PROBLEM DETAILS — Pick out each line below containing "arrow".
····················
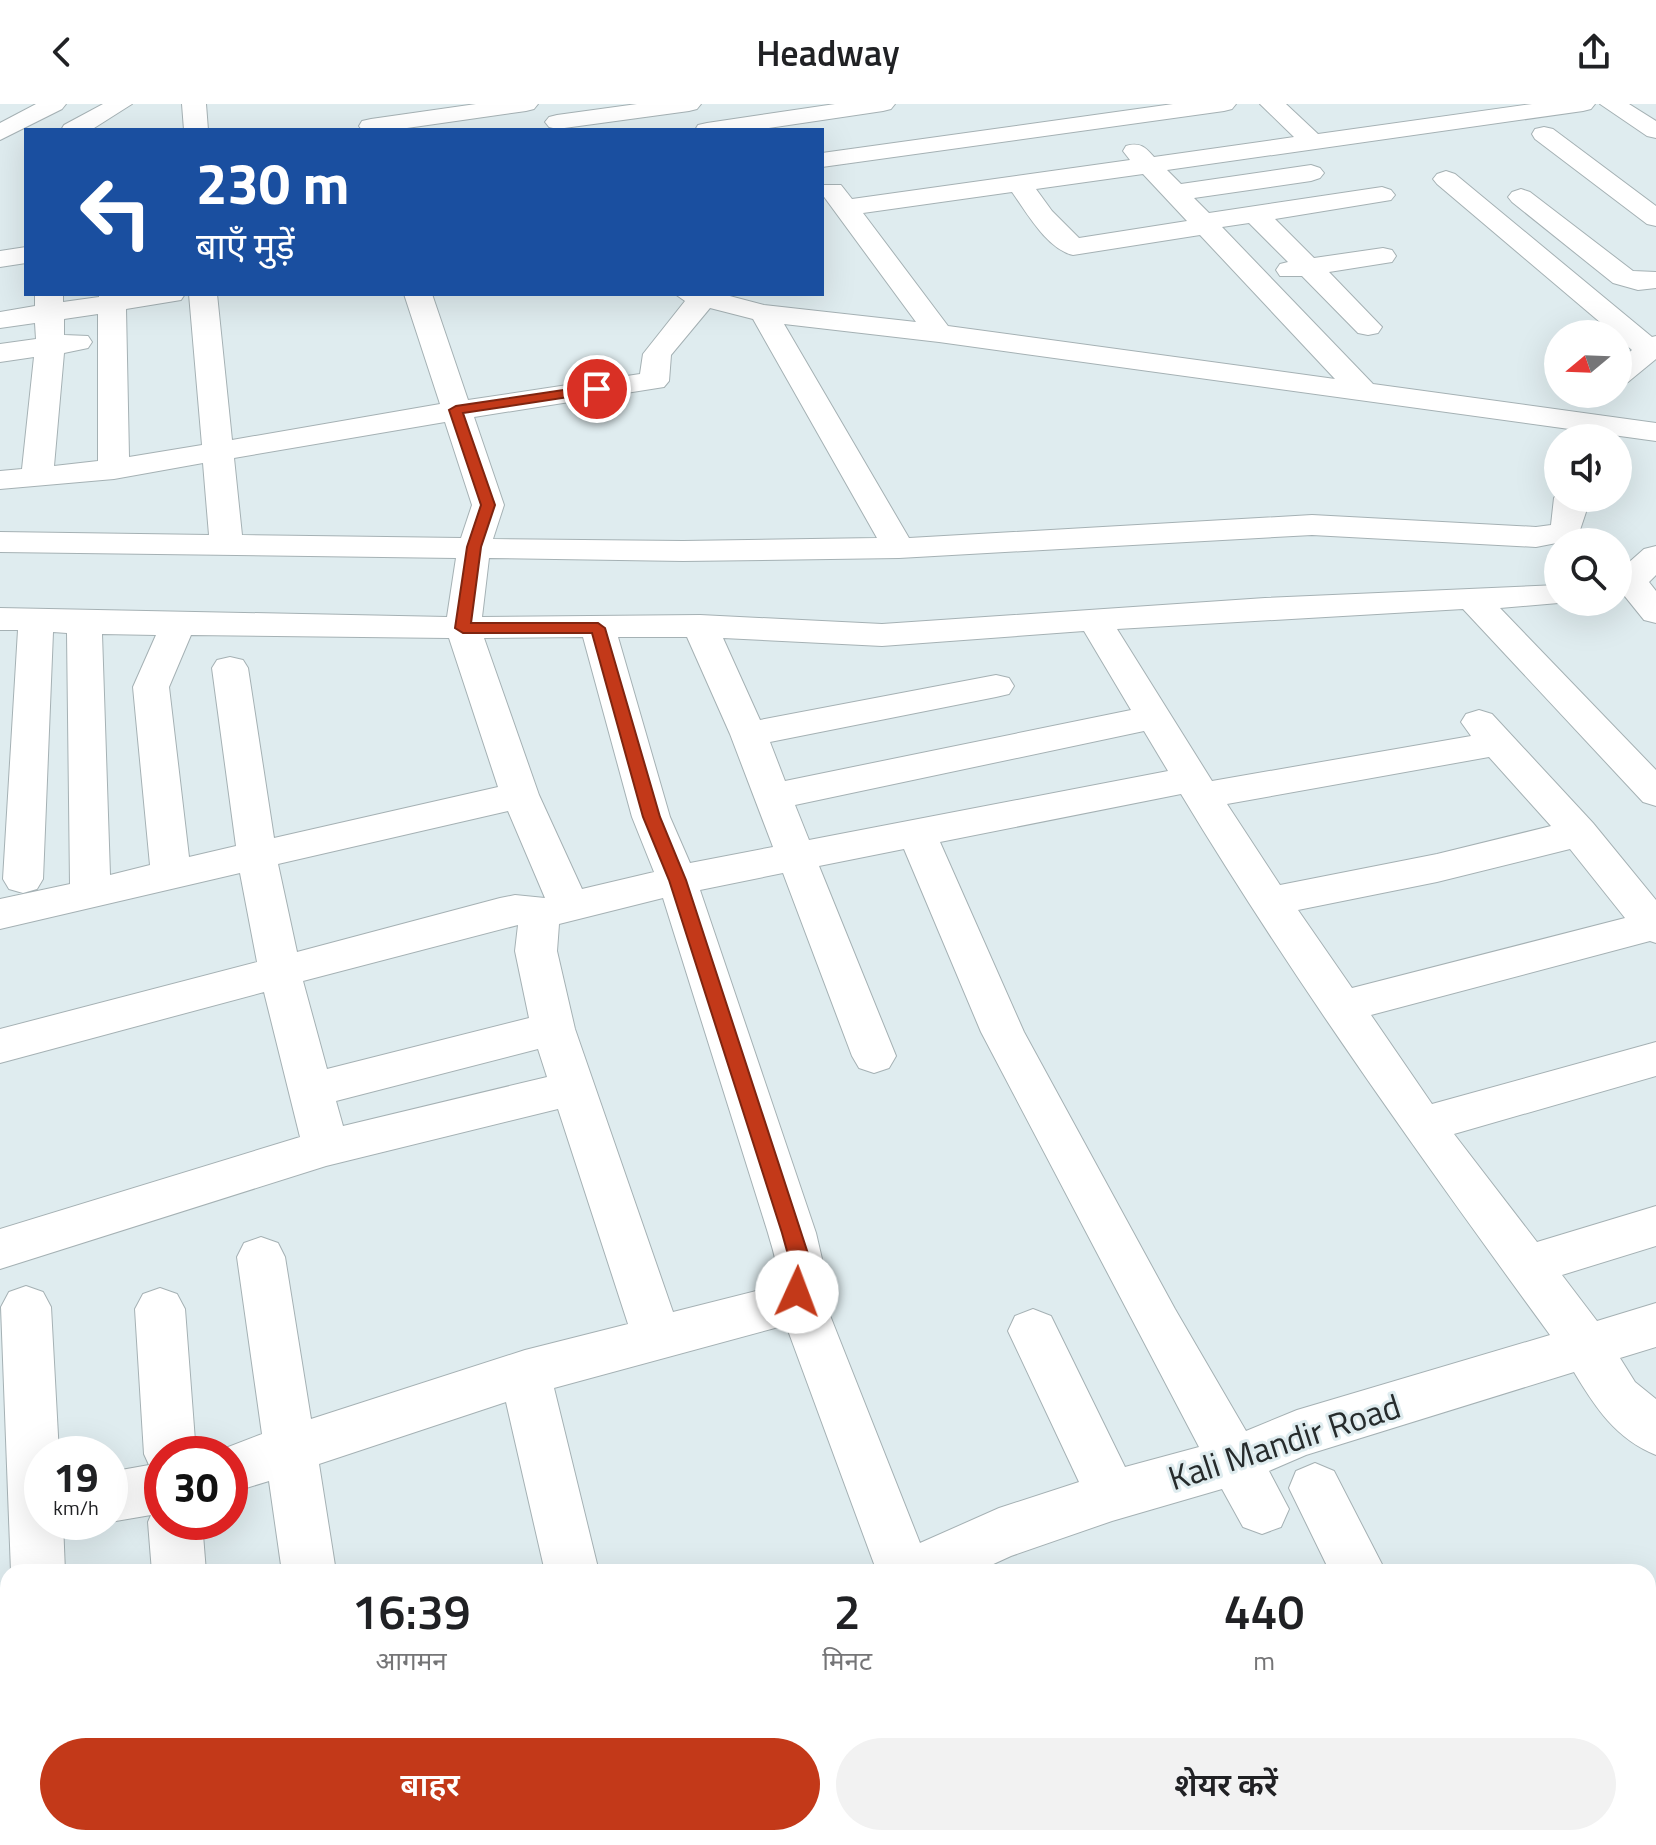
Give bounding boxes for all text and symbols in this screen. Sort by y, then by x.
text: Headway [756,25,900,80]
icon: back [40,30,84,74]
icon: share [1572,30,1616,74]
text: 230 m [196,141,349,226]
icon: left [64,160,168,264]
text: बाएँ मुड़ें [196,218,295,273]
north arrow [1544,320,1632,408]
map controls [1544,320,1632,616]
pin [563,355,631,423]
icon: arrive [575,367,619,411]
button: sound [1544,424,1632,512]
button: search [1544,528,1632,616]
position arrow [755,1250,839,1334]
street label: Kali Mandir Road [1161,1379,1407,1503]
speed limit sign: 30 [144,1436,248,1540]
text: 19 [54,1447,98,1508]
text: km/h [53,1492,99,1523]
text: 16:39 [352,1575,471,1648]
text: 2 [834,1575,861,1648]
text: 440 [1224,1575,1304,1648]
text: आगमन [376,1641,447,1680]
text: मिनट [822,1641,872,1680]
text: m [1253,1641,1275,1680]
button: बाहर [40,1738,820,1830]
button: शेयर करें [836,1738,1616,1830]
····················
RESPONSE AREA —
north arrow [1544,320,1632,408]
position arrow [755,1250,839,1334]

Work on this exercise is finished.